▸ **Assignment**
Search the listing below for the string "thumb", then copy every line it appears in.
Start of Data for review
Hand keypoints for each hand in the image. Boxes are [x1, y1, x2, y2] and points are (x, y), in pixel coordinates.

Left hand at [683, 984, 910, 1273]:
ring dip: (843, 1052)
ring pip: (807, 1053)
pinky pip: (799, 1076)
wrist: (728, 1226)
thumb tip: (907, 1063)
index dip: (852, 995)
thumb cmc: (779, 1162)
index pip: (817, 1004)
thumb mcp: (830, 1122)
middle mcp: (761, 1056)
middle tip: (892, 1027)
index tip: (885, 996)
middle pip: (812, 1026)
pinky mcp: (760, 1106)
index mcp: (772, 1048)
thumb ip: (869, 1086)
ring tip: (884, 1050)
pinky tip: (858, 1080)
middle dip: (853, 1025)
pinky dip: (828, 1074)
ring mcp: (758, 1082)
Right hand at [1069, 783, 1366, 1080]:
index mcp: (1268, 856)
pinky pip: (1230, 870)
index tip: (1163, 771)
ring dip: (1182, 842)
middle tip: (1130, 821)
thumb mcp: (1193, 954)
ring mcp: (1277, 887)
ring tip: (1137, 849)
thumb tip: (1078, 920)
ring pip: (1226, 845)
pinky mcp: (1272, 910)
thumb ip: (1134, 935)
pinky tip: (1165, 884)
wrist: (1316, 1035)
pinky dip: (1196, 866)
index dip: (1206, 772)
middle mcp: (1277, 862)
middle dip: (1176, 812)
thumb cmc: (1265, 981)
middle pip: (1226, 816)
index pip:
End of Data for review
▸ **Response to the exercise**
thumb tip: (907, 1063)
thumb cmc: (779, 1162)
thumb mcp: (830, 1122)
thumb ip: (869, 1086)
thumb mcp: (1193, 954)
thumb tip: (1078, 920)
thumb ip: (1134, 935)
thumb cmc: (1265, 981)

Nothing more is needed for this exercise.